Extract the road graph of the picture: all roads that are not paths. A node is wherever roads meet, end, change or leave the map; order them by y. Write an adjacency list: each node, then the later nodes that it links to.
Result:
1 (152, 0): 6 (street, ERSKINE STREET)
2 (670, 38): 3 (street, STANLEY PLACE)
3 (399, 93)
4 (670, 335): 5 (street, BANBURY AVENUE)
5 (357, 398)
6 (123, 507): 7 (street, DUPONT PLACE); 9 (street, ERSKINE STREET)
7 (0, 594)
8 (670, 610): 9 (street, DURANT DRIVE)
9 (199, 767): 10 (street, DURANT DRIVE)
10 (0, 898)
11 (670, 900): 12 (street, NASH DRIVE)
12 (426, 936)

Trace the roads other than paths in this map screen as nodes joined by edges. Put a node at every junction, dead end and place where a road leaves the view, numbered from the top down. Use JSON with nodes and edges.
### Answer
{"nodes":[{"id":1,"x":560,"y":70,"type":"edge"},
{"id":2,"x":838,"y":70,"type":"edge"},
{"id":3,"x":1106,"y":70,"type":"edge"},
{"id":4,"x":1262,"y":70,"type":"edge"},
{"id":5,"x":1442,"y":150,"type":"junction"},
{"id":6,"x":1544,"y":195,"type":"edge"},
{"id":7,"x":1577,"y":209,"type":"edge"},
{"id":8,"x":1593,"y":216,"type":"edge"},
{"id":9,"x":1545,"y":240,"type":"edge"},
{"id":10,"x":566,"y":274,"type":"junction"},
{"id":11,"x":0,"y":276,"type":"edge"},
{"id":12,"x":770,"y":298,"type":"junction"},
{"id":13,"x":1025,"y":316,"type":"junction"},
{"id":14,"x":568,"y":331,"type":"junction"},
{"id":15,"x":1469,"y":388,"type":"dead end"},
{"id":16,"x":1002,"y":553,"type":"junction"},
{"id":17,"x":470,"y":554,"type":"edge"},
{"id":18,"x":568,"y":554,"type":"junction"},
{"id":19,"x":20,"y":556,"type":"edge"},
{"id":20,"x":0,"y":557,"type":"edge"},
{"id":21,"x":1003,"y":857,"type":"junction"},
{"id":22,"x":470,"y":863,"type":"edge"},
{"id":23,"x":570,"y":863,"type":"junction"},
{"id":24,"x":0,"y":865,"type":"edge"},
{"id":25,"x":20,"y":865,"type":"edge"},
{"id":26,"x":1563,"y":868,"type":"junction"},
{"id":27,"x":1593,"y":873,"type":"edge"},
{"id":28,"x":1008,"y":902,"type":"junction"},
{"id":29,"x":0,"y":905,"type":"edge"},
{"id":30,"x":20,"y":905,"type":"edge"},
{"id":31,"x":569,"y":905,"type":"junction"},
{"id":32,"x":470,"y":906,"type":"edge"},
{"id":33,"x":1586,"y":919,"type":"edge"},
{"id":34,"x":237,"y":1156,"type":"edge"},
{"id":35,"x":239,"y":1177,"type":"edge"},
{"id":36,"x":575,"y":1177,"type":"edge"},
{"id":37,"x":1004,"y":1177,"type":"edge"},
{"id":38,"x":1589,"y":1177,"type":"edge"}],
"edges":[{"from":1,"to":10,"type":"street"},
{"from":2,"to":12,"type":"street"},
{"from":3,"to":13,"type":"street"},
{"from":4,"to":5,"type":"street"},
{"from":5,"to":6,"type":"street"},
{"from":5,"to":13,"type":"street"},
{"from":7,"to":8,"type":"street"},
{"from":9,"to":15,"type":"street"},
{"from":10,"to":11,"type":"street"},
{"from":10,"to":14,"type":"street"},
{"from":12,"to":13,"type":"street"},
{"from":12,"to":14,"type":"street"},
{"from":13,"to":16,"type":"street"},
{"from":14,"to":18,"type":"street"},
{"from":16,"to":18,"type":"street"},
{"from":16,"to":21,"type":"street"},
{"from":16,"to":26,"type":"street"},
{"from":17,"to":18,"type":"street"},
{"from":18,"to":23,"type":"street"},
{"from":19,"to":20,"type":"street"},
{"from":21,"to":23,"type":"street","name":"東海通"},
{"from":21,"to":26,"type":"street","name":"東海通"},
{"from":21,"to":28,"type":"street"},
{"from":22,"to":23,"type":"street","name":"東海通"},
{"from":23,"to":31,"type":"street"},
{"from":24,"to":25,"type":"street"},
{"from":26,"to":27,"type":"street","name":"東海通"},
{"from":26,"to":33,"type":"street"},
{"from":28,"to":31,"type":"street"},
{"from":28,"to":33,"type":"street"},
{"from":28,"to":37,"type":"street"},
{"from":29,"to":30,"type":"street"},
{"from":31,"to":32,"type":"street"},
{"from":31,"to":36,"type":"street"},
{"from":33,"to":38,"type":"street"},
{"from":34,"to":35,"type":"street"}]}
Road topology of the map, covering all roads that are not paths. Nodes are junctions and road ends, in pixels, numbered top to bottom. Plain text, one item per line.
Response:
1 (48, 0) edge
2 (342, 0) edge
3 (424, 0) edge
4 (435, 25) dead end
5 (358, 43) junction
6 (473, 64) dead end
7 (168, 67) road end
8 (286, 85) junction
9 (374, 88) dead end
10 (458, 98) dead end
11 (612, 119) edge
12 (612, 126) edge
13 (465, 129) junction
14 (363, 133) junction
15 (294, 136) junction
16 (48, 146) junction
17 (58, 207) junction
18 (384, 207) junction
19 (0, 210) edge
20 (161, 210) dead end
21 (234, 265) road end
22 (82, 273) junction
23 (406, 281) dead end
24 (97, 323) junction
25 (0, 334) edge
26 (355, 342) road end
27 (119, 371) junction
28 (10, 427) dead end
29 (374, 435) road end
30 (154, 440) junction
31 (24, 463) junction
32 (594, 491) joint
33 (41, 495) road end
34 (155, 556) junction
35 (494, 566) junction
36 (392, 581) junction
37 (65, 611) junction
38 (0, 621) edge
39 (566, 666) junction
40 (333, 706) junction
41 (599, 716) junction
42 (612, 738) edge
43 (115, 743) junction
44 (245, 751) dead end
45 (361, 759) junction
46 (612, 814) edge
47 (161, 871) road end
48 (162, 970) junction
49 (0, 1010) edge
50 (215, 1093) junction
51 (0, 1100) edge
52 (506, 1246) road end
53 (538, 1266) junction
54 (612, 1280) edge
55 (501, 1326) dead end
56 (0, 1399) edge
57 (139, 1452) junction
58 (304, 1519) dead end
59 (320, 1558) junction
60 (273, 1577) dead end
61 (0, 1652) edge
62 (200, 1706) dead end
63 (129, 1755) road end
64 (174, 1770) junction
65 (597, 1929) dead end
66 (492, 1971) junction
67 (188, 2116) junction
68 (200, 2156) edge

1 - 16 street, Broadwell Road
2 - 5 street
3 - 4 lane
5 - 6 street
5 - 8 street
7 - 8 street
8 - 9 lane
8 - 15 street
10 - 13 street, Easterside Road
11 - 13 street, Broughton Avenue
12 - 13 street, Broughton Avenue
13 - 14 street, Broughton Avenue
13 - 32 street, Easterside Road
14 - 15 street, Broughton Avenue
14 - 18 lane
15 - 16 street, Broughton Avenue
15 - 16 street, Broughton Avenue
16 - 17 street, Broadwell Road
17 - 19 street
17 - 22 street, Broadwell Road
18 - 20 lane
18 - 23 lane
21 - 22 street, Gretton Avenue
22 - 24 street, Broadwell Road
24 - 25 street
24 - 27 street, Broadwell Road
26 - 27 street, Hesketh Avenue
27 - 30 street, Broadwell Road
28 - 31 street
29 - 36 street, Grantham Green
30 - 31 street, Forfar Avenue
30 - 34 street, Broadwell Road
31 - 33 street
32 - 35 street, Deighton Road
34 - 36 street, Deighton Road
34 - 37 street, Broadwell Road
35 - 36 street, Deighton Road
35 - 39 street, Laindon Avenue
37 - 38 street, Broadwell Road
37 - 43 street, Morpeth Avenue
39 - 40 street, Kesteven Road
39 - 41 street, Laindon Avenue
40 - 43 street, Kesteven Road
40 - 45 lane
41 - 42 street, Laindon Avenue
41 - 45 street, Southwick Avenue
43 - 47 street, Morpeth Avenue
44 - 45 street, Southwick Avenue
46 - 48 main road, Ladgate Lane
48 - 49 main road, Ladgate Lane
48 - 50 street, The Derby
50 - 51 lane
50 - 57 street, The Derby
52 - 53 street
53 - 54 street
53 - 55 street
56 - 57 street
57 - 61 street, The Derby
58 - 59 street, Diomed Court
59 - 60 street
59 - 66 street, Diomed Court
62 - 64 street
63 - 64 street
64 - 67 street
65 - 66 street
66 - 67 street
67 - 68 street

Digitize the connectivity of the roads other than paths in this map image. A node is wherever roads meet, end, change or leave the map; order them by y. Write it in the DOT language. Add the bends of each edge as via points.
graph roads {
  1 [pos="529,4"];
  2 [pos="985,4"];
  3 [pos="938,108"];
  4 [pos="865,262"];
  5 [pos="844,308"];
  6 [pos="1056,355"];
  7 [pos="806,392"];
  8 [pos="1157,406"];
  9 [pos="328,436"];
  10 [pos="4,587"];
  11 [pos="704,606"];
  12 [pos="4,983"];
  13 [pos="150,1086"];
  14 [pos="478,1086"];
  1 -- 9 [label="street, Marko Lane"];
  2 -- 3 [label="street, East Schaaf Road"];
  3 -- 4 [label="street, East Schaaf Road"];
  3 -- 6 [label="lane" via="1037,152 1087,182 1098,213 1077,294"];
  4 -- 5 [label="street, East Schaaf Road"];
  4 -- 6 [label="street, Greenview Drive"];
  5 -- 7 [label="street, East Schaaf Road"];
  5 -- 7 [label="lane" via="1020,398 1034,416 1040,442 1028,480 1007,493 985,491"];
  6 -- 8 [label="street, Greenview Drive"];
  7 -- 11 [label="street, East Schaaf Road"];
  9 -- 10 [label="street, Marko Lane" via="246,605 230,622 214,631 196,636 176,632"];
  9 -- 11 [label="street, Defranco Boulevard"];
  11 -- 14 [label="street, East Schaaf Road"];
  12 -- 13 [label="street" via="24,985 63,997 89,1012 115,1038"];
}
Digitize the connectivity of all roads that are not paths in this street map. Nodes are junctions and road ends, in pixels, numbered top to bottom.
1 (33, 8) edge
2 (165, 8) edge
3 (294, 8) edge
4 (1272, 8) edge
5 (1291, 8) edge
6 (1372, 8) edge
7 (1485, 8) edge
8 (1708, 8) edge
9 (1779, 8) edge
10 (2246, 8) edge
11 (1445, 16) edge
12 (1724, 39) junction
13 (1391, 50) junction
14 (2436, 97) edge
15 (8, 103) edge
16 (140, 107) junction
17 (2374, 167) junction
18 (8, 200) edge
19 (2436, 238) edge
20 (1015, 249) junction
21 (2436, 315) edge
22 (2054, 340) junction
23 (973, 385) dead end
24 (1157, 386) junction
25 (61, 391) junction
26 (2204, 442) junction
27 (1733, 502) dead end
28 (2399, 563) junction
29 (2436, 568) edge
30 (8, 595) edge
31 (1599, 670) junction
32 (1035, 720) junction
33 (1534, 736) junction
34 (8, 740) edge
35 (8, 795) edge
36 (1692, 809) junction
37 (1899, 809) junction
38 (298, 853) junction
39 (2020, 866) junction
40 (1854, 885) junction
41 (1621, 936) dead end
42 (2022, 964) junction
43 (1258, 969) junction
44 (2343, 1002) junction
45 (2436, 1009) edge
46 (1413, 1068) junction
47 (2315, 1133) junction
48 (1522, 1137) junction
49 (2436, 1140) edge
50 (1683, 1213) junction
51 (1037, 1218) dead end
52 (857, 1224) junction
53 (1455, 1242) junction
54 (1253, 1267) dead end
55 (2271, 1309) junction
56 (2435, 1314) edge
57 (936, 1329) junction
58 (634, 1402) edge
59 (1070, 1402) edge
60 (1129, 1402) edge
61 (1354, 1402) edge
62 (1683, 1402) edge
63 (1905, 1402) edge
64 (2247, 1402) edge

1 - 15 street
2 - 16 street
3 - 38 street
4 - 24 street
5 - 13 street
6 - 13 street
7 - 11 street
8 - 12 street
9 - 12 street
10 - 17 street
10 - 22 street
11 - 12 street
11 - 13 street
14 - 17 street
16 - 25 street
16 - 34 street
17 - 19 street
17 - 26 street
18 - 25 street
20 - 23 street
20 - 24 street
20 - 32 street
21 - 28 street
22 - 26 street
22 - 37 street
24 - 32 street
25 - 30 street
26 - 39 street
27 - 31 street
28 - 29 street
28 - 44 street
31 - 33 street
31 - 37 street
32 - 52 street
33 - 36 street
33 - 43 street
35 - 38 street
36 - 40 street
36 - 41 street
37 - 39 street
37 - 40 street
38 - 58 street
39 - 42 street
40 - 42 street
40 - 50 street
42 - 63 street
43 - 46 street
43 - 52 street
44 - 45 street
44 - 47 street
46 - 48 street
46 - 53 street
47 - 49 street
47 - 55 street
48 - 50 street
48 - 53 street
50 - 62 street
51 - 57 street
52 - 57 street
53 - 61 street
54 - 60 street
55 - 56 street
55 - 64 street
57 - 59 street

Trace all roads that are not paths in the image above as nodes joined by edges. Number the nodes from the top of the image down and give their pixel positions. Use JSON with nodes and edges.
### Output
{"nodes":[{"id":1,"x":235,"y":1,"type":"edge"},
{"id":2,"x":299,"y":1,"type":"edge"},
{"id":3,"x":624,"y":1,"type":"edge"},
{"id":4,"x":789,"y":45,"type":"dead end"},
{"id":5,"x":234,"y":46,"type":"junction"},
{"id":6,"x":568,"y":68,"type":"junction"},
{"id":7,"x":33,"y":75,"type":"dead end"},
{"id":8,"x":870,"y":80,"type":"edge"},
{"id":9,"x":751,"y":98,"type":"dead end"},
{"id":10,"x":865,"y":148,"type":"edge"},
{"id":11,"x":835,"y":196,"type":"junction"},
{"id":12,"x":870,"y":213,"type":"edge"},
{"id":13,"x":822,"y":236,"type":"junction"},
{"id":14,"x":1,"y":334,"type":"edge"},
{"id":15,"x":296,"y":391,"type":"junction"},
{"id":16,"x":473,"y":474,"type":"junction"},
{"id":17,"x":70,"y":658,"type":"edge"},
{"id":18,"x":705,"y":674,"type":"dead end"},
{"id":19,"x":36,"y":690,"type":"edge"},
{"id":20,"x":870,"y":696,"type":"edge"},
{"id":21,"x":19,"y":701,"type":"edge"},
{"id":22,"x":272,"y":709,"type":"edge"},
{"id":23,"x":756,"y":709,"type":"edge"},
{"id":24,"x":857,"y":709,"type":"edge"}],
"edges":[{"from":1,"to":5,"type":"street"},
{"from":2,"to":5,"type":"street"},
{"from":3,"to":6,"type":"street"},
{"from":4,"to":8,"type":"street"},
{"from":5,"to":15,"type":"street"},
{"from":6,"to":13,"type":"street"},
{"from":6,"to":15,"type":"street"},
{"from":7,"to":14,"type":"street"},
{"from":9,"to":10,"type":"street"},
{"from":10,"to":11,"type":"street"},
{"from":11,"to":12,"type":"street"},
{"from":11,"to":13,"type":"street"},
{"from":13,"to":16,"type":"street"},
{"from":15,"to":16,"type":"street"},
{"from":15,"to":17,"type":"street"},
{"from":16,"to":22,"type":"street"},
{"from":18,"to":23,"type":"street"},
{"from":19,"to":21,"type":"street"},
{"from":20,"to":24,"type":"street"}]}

--

* _WORK REQUIRED_:
When a line in the material contains the string "Digitize", copy that line.

* _EXERCISE RESPONSE_:
Digitize the connectivity of the roads other than paths in this map image. A node is wherever roads meet, end, change or leave the map; order them by y. Write it in the DOT language. Add the bends of each edge as via points.
Digitize the connectivity of all roads that are not paths in this street map. Nodes are junctions and road ends, in pixels, numbered top to bottom.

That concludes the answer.